Dataset excerpts
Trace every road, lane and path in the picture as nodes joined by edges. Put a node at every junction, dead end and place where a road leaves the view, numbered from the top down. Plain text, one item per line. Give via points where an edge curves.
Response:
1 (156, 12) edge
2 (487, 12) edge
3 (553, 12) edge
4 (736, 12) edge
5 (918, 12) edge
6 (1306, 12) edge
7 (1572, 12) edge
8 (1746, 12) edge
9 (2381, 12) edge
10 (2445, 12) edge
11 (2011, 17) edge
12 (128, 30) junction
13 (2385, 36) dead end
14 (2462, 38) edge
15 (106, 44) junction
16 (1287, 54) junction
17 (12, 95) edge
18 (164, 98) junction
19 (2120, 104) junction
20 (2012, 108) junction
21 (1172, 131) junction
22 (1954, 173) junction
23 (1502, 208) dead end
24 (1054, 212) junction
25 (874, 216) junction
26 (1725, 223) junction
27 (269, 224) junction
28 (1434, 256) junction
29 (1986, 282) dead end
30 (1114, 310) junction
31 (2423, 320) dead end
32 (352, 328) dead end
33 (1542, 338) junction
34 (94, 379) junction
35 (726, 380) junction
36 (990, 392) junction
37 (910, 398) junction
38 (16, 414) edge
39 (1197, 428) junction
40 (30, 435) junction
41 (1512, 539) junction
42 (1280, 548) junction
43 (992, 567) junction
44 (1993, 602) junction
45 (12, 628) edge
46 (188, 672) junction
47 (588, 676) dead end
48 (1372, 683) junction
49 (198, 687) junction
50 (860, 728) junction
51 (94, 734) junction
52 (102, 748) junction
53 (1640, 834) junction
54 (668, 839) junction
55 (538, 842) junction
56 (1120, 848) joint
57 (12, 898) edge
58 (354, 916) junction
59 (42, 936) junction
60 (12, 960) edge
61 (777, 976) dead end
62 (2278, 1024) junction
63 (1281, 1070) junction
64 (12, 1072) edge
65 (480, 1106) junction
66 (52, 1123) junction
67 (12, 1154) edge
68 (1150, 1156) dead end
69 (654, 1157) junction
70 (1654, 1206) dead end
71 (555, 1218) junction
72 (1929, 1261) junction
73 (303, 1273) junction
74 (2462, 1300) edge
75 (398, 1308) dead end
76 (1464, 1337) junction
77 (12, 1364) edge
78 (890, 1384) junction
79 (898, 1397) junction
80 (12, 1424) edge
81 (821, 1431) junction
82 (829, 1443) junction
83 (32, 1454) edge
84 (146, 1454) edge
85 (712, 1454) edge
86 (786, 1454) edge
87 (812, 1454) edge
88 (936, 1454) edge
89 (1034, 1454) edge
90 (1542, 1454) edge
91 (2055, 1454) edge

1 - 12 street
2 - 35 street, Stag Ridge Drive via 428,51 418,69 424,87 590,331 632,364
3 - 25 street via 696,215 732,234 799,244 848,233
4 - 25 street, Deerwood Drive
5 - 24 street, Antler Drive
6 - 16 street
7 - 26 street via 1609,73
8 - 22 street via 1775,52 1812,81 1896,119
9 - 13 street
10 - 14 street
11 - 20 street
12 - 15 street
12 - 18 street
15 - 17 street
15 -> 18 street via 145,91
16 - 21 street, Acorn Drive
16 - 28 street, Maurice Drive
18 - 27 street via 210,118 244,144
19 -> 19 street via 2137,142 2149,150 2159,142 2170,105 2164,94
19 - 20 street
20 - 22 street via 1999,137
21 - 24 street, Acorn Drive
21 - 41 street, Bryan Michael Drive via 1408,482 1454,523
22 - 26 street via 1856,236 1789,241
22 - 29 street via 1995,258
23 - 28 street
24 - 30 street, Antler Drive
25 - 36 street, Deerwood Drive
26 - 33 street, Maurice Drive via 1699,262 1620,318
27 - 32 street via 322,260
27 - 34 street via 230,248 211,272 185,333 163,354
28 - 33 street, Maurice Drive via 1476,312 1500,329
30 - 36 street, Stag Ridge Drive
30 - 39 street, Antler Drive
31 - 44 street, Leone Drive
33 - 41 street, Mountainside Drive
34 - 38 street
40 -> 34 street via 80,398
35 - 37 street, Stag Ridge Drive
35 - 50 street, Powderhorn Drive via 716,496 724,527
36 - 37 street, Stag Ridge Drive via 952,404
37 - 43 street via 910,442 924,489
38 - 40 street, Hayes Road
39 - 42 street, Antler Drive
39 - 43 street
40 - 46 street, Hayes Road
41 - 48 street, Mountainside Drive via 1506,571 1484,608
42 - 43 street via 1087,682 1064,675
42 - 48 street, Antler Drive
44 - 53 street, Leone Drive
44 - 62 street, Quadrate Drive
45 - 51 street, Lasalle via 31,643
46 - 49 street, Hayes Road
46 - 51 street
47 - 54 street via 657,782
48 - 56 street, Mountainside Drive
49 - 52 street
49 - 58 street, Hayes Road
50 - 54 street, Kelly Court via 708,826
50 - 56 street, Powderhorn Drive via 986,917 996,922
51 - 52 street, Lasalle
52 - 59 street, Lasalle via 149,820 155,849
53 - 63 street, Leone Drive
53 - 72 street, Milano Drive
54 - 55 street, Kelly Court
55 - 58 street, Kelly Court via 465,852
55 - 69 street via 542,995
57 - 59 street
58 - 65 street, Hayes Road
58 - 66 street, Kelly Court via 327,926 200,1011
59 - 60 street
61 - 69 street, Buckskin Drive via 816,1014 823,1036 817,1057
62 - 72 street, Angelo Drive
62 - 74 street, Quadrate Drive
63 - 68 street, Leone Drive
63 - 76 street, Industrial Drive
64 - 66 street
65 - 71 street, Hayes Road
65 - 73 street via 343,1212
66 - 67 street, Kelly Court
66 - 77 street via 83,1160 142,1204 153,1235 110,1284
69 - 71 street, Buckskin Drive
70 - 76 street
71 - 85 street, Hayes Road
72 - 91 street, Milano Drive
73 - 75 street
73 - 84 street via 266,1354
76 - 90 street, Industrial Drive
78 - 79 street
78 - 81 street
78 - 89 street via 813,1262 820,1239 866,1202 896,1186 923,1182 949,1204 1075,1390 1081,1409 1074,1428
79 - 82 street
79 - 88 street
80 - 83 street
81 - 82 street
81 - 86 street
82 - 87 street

Exercise objective: List the lines of the records where "Quadrate" occurs.

Solution to this exercise:
44 - 62 street, Quadrate Drive
62 - 74 street, Quadrate Drive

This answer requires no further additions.